* Exercise inputs
━━━━━━━━━━━━━━━━━━━━

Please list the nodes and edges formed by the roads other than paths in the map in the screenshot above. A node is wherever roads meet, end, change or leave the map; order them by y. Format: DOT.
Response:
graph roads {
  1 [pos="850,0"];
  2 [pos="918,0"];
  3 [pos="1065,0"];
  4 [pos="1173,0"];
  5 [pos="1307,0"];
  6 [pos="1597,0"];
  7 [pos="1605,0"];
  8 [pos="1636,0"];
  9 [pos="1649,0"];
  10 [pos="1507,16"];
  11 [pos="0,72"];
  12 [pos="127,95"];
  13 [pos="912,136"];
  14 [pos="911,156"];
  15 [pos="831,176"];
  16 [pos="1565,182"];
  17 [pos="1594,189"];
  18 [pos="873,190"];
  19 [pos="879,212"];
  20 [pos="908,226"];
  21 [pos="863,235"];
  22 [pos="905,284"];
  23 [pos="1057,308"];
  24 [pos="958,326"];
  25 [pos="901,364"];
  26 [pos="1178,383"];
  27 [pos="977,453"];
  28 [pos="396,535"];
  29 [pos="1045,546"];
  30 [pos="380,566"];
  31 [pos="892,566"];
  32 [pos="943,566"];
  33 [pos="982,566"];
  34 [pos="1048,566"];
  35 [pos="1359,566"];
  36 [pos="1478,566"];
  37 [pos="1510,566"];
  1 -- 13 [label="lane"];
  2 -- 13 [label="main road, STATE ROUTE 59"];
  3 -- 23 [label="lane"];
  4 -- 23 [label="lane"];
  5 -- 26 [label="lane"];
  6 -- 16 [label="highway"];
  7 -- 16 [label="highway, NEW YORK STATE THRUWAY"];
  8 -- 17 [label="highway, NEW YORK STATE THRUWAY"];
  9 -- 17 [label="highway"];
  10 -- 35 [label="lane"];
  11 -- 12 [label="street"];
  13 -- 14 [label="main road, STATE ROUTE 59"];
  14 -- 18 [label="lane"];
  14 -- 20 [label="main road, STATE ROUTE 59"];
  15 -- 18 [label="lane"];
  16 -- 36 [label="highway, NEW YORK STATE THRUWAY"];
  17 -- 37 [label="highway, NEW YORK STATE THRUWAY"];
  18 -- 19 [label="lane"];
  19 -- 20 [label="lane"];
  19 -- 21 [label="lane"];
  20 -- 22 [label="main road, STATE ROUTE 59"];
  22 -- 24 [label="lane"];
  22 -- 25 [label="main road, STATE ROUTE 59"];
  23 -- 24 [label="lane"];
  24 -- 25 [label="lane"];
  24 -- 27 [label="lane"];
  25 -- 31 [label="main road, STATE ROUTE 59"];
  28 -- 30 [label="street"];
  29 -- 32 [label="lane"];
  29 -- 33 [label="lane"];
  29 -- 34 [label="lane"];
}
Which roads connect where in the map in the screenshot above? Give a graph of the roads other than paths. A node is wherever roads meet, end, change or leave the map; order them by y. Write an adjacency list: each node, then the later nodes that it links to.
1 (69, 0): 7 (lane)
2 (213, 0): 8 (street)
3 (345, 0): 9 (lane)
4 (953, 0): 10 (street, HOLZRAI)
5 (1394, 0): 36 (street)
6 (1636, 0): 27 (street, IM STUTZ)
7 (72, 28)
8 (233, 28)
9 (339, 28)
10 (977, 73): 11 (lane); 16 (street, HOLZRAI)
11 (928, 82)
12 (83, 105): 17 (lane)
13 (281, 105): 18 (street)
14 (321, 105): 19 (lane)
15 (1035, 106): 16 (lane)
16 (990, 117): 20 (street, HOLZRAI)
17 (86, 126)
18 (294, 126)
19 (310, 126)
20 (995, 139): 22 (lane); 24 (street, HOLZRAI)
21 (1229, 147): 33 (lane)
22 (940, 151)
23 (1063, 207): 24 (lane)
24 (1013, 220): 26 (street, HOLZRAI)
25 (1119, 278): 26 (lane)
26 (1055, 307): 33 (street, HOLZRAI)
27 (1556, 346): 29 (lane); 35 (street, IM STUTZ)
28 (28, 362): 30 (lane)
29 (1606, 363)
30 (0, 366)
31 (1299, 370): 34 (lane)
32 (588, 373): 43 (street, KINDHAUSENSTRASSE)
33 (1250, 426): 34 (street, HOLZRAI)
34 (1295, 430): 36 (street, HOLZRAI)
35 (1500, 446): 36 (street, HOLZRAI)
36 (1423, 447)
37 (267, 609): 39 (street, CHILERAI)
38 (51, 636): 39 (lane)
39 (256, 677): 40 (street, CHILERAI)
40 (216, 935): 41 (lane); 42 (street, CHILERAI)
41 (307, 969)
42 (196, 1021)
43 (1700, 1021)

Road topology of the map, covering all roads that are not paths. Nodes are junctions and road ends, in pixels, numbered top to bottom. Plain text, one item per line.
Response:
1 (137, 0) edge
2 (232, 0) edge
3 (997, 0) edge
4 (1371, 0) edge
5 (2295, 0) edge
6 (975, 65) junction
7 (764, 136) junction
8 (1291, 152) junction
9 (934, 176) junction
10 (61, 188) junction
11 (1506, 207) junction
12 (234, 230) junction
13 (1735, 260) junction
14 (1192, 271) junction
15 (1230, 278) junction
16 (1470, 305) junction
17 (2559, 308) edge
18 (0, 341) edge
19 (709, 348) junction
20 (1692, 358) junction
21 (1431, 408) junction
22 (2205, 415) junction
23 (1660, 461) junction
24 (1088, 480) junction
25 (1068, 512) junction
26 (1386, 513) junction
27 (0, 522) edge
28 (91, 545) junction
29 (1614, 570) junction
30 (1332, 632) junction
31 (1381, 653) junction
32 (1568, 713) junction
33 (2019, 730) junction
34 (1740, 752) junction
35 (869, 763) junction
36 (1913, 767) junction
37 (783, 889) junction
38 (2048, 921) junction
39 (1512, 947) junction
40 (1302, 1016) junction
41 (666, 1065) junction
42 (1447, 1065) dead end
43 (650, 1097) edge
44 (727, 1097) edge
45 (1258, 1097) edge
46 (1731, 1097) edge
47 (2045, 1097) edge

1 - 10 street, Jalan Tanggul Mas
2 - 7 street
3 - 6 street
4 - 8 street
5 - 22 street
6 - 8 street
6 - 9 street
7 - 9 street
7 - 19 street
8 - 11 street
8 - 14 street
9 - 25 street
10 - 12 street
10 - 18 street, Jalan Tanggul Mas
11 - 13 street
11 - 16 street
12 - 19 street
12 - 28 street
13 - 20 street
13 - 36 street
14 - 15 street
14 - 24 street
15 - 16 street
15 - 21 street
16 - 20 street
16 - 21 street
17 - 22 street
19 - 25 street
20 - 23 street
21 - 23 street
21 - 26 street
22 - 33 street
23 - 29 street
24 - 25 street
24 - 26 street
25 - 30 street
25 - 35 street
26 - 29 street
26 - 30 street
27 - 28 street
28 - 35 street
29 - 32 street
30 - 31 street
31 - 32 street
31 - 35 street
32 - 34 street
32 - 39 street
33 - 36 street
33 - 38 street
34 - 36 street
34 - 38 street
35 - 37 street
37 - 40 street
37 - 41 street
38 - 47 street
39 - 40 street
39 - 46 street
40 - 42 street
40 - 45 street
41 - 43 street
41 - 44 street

━━━━━━━━━━━━━━━━━━━━

* Exercise brief
Please go through the data above and copy each line that has the word "list".

* Output below
Please list the nodes and edges formed by the roads other than paths in the map in the screenshot above. A node is wherever roads meet, end, change or leave the map; order them by y. Format: DOT.
Which roads connect where in the map in the screenshot above? Give a graph of the roads other than paths. A node is wherever roads meet, end, change or leave the map; order them by y. Write an adjacency list: each node, then the later nodes that it links to.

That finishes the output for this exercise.